Rester soudés alors que les musulmans de Beni (3 à 7% de la population) souffrent de stigmatisation. "Nous ne devons pas tomber dans le piège de l'ennemi, qui consiste à stigmatiser les musulmans. L'islam n'est en rien dans les barbaries qui se font chez nous, à Beni", a plaidé M. Kabila.

La méfiance des non-musulmans pourrait s'expliquer par le fait que l'ADF a tissé des liens commerciaux et familiaux avec la communauté musulmane de la région, parmi laquelle, selon le cercle de réflexion International Crisis Group (ICG), elle a même recruté ouvertement dans les premières années.

En octobre, en moins de quinze jours, de présumés rebelles de l'ADF sont accusés d'avoir massacré environ 80 civils dans le territoire de Beni, en dépit de la présence de l'armée congolaise et de la Mission de l'ONU (Monusco), chargée de la protection des civils et qui appuie l'armée dans ses opérations.

Suite à ces massacres, plusieurs manifestations violentes avaient ciblé la Monusco, au mandat renforcé et forte de 20.000 hommes essentiellement déployés à l'est, où sévissent des groupes armés locaux et étrangers. Les manifestants demandaient son départ, estimant qu'elle avait été incapable d'empêcher les exactions.

Après une accalmie relative, neuf corps ont été découverts ces derniers jours dans diverses localités, a annoncé jeudi la société civile. Et dans la nuit de mercredi à jeudi, 14 personnes ont été tuées à Kampi ya Chui se trouve à 70 kilomètres au nord de la ville de Beni - un bilan non confirmé officiellement.

Vendredi, le climat restait délétère. A Ngadi, près de Beni, quelques centaines de personnes ont manifesté, parfois armés de machettes, après la disparition de deux jeunes dans la nuit. La police est parvenue à négocier leur dispersion, qui s'est opérée dans le calme.

En outre, dans Beni même, un jeune homme soupçonné d'appartenir aux rebelles hutu rwandais des Forces démocratiques de libération du Rwanda (FDLR) a été tué: la rumeur court en ville que des FDLR seraient montés du territoire voisin de Lubero pour perpétrer les récentes attaques - ce qu'a démenti M. Kabila.

Opposée au président ougandais Yoweri Museveni, l'ADF - née pour défendre les musulmans, marginalisés par Kampala - est accusée de graves exactions contre les civils congolais (meurtres, enrôlement d'enfants, pillages) et de se livrer à de lucratifs trafics, notamment de bois.

Depuis janvier, l'armée et la Monusco ont lancé plusieurs attaques contre cette rébellion, qui en est sortie affaiblie.

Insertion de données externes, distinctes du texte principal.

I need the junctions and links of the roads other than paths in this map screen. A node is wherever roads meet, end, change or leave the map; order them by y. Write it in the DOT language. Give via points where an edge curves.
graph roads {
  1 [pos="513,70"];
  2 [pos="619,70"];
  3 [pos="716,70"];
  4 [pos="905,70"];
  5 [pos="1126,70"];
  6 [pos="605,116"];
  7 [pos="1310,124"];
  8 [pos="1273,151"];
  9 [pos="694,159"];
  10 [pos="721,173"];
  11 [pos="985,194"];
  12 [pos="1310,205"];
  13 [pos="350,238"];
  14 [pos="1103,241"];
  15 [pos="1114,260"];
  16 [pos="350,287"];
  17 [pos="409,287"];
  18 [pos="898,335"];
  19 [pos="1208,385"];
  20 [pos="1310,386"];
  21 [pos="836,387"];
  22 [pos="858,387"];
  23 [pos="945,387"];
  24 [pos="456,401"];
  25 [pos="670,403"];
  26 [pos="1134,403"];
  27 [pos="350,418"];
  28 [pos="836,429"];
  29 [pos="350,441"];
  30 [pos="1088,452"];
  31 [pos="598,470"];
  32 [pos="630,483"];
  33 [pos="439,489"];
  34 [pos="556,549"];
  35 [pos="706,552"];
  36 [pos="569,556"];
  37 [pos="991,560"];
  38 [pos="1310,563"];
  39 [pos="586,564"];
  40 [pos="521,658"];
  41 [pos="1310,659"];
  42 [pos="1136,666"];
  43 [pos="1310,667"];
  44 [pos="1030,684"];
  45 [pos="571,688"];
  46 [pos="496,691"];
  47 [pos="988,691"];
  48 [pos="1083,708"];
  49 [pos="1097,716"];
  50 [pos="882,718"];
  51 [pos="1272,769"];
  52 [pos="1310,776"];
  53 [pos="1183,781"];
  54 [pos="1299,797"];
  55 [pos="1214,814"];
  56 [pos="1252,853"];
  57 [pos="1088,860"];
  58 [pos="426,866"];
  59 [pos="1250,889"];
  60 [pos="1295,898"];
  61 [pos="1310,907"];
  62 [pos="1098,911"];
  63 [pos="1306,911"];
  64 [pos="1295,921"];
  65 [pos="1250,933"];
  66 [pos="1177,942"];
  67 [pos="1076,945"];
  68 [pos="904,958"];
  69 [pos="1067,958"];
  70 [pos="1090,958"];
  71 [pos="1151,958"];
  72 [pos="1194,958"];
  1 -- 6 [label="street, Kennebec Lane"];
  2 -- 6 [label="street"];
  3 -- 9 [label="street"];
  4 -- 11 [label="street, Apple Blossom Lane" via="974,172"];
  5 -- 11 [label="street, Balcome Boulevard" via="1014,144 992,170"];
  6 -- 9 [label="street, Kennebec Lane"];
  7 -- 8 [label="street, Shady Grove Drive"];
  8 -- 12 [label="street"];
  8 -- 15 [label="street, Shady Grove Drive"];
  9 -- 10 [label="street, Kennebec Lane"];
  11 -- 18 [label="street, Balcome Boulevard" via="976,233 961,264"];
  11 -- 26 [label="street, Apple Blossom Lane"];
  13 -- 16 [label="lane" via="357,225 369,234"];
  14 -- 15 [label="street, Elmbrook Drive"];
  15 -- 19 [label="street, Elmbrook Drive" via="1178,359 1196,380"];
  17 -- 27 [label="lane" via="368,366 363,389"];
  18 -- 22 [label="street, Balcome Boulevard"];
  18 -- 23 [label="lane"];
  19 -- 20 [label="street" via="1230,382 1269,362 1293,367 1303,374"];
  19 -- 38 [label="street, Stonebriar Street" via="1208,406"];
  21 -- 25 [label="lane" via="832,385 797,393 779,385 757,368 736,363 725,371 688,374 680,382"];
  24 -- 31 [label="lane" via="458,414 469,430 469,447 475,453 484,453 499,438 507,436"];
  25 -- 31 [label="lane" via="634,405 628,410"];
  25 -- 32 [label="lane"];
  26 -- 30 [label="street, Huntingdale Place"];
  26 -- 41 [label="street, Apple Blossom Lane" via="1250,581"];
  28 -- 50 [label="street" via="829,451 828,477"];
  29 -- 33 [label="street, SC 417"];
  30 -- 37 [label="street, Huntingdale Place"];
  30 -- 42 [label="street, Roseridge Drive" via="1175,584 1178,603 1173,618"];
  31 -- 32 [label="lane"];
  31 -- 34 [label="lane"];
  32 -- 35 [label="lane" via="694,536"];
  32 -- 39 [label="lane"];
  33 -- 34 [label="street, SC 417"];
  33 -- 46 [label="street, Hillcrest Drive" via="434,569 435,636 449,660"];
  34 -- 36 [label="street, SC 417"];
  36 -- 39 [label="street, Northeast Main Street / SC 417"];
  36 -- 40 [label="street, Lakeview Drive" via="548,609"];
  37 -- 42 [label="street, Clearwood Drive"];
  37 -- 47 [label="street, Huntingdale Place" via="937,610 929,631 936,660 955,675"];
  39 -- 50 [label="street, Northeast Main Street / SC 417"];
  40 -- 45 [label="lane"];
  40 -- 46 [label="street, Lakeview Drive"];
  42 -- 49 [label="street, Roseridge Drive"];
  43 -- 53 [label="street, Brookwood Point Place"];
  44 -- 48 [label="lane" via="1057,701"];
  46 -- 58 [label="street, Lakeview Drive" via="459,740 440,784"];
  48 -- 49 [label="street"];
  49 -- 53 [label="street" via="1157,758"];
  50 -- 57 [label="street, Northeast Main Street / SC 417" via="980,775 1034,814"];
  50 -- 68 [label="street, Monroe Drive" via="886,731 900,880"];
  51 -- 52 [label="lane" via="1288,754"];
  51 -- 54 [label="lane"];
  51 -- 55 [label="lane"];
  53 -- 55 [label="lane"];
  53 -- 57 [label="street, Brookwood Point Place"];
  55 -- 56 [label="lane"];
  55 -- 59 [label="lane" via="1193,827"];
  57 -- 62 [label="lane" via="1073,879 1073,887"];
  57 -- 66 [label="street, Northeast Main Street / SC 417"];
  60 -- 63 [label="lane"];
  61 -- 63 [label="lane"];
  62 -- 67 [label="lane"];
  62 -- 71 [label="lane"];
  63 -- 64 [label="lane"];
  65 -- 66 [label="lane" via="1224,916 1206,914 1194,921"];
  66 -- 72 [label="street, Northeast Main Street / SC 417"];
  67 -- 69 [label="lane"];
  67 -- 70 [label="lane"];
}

Cependant, elle a repris l'initiative depuis le décès brutal, en août, du général Jean-Lucien Bahuma, qui menait les opérations contre ce groupe armé.

Le président congolais a annoncé un changement dans le commandement des opérations, sans en dévoiler la teneur. Il n'a pas non plus précisé si une reprise prochaine des attaques était prévue.